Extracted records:

_ _ _ _

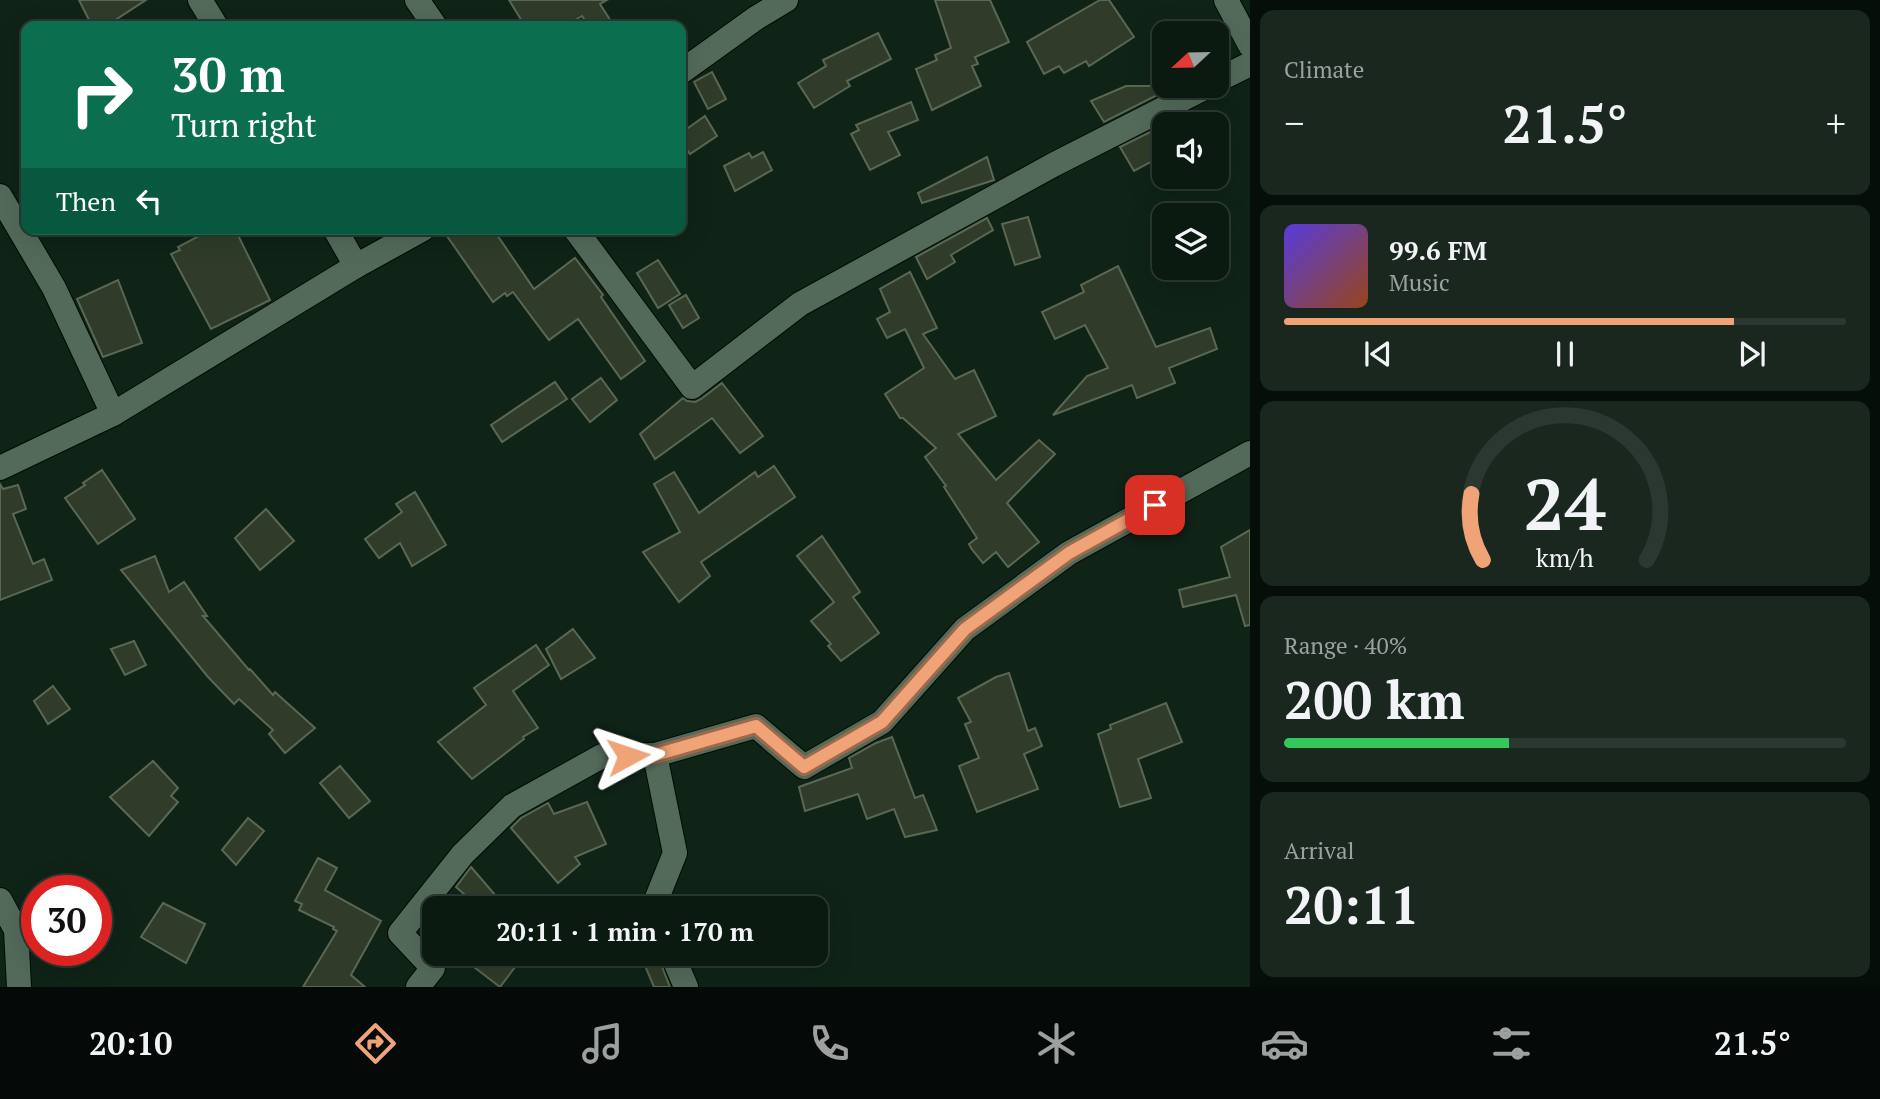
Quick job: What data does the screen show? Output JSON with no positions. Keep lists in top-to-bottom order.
{
  "north": "left",
  "page": {
    "tile": [
      "Climate",
      ["Range · 40%", "200 km"],
      ["Arrival", "20:11"]
    ],
    "turn": ["30 m", "Turn right"],
    "heat": ["−", "21.5°", "+"],
    "then": "Then",
    "song": ["99.6 FM", "Music"],
    "limit": "30",
    "trip": "20:11 · 1 min · 170 m",
    "tabs": ["20:10", "21.5°"],
    "gauge": ["24", "km/h"]
  }
}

_ _ _ _

## TASK
Every line above is to be reproduced verbatim, and the pictures are to be omitted.

## OUTPUT
Quick job: What data does the screen show? Output JSON with no positions. Keep lists in top-to-bottom order.
{
  "north": "left",
  "page": {
    "tile": [
      "Climate",
      ["Range · 40%", "200 km"],
      ["Arrival", "20:11"]
    ],
    "turn": ["30 m", "Turn right"],
    "heat": ["−", "21.5°", "+"],
    "then": "Then",
    "song": ["99.6 FM", "Music"],
    "limit": "30",
    "trip": "20:11 · 1 min · 170 m",
    "tabs": ["20:10", "21.5°"],
    "gauge": ["24", "km/h"]
  }
}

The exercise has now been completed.